## Task directions
Your task is to copy each line of the records that includes the string "graph".

Collected data
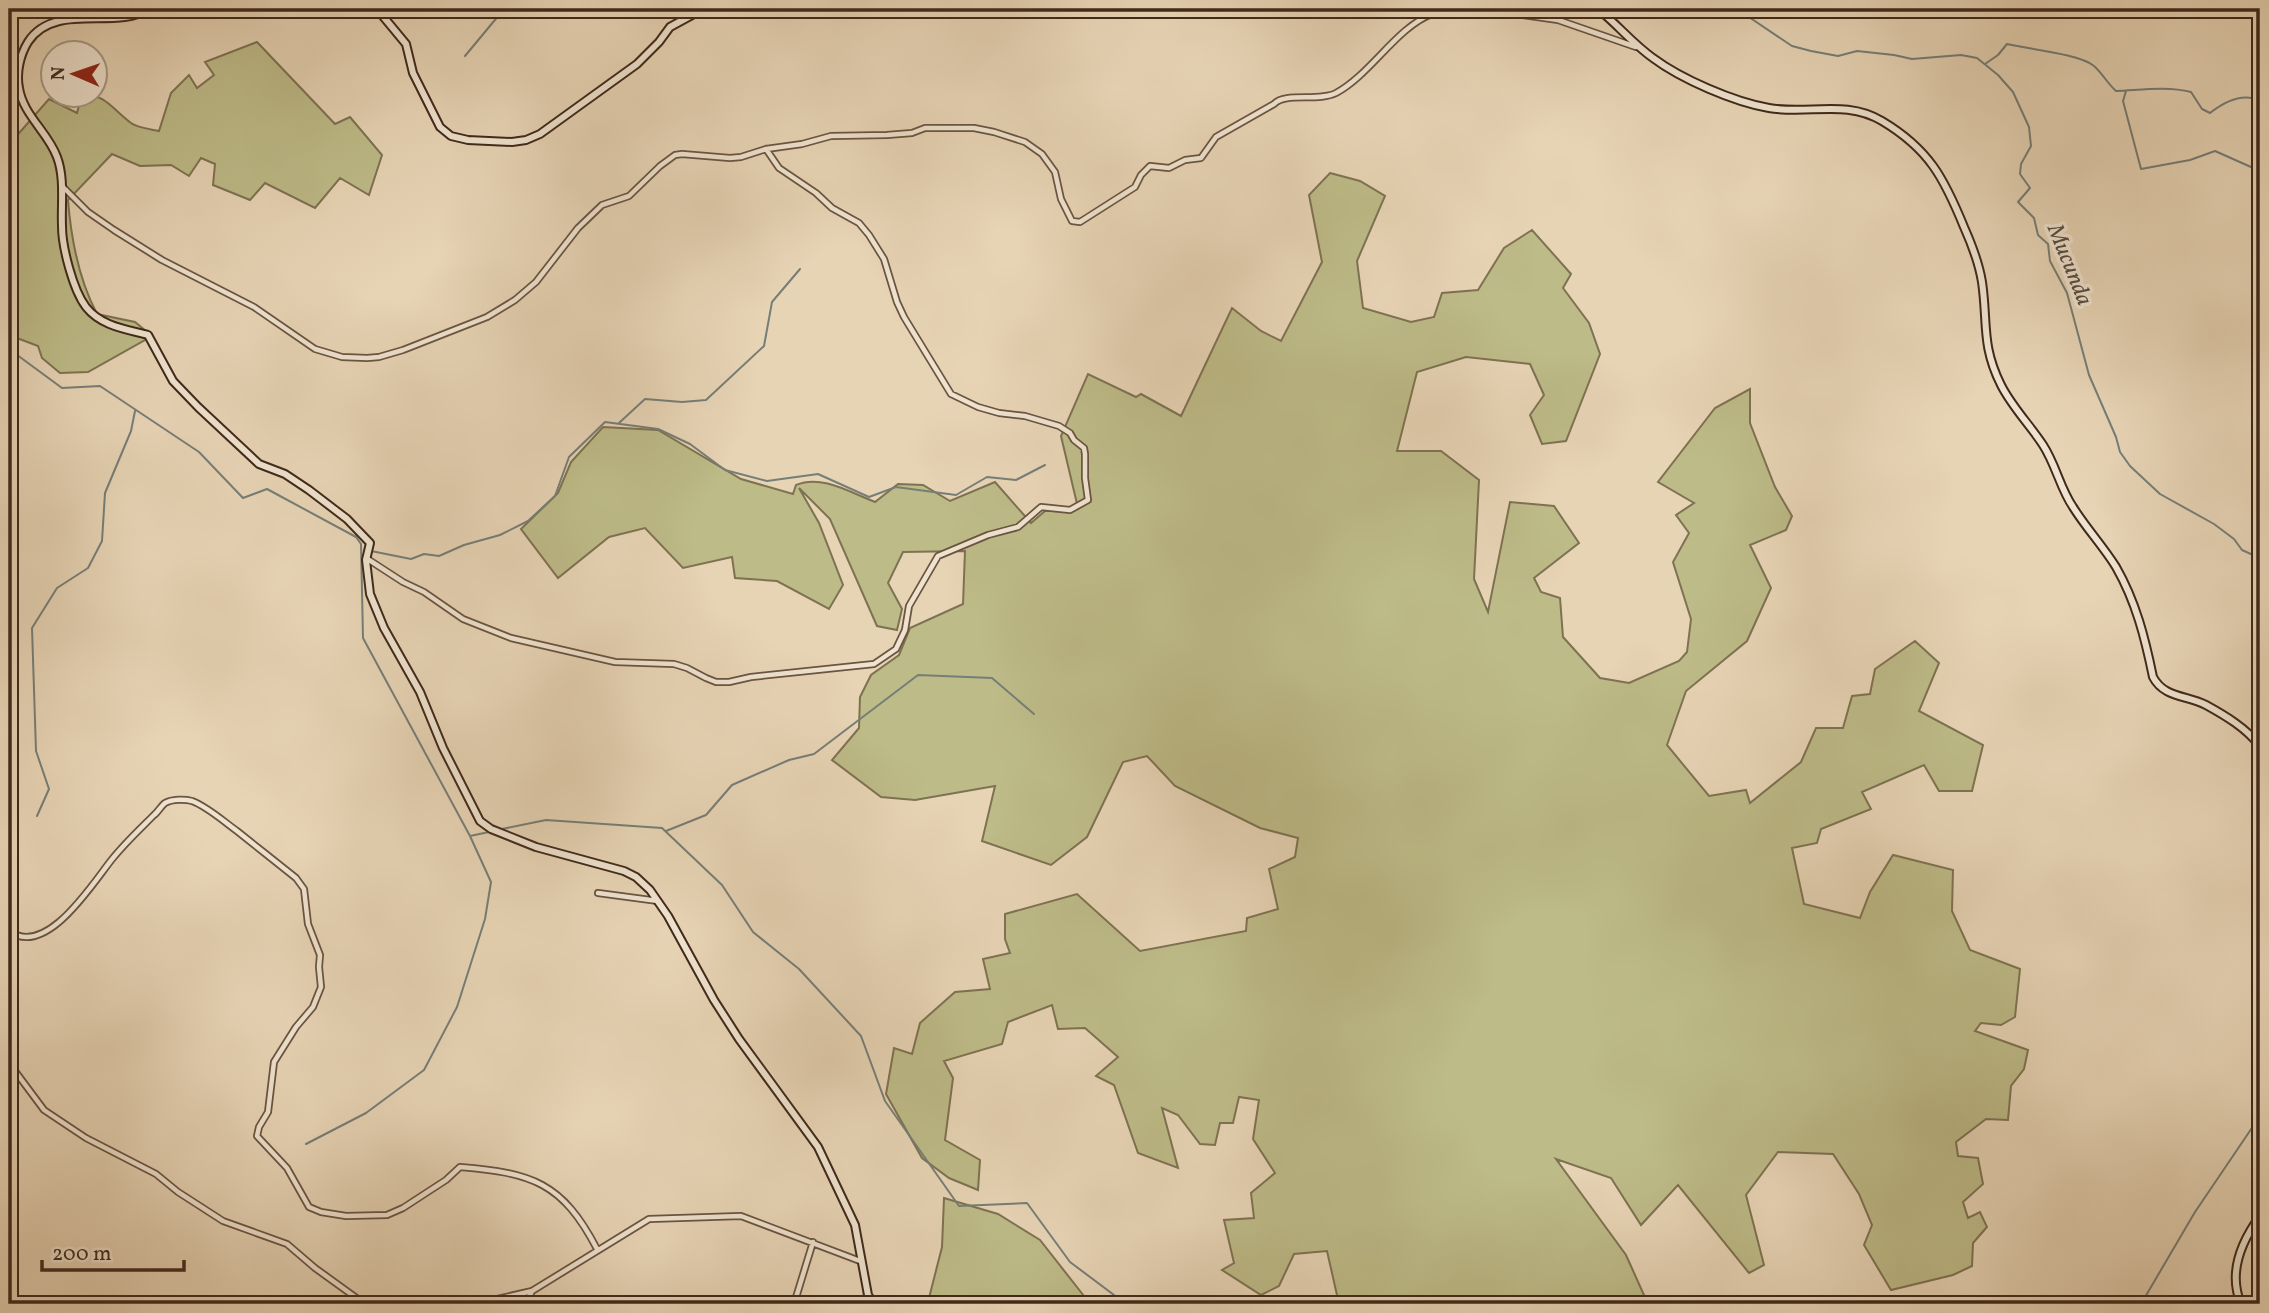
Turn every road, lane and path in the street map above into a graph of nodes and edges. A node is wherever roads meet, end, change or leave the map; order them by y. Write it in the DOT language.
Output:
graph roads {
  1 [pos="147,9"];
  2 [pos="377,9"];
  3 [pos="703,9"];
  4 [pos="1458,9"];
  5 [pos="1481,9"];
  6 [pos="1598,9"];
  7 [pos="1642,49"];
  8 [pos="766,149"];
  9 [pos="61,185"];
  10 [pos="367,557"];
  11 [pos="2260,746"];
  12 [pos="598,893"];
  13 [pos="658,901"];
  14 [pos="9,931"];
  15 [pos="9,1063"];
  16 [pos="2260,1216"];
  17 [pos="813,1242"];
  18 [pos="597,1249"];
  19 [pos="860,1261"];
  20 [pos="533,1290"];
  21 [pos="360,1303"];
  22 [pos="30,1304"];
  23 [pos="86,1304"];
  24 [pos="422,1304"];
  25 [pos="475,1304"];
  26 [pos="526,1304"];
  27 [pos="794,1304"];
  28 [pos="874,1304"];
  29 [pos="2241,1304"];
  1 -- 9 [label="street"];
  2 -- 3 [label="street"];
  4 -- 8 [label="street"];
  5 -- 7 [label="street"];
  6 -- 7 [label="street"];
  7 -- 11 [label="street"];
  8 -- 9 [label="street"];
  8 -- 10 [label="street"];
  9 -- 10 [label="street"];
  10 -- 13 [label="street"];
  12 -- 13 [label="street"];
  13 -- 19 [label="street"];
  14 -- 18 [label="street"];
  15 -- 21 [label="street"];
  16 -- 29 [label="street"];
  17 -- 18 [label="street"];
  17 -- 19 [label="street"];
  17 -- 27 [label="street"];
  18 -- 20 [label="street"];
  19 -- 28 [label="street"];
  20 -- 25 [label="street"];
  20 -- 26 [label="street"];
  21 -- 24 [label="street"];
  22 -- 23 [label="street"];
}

## Output below
Turn every road, lane and path in the street map above into a graph of nodes and edges. A node is wherever roads meet, end, change or leave the map; order them by y. Write it in the DOT language.
graph roads {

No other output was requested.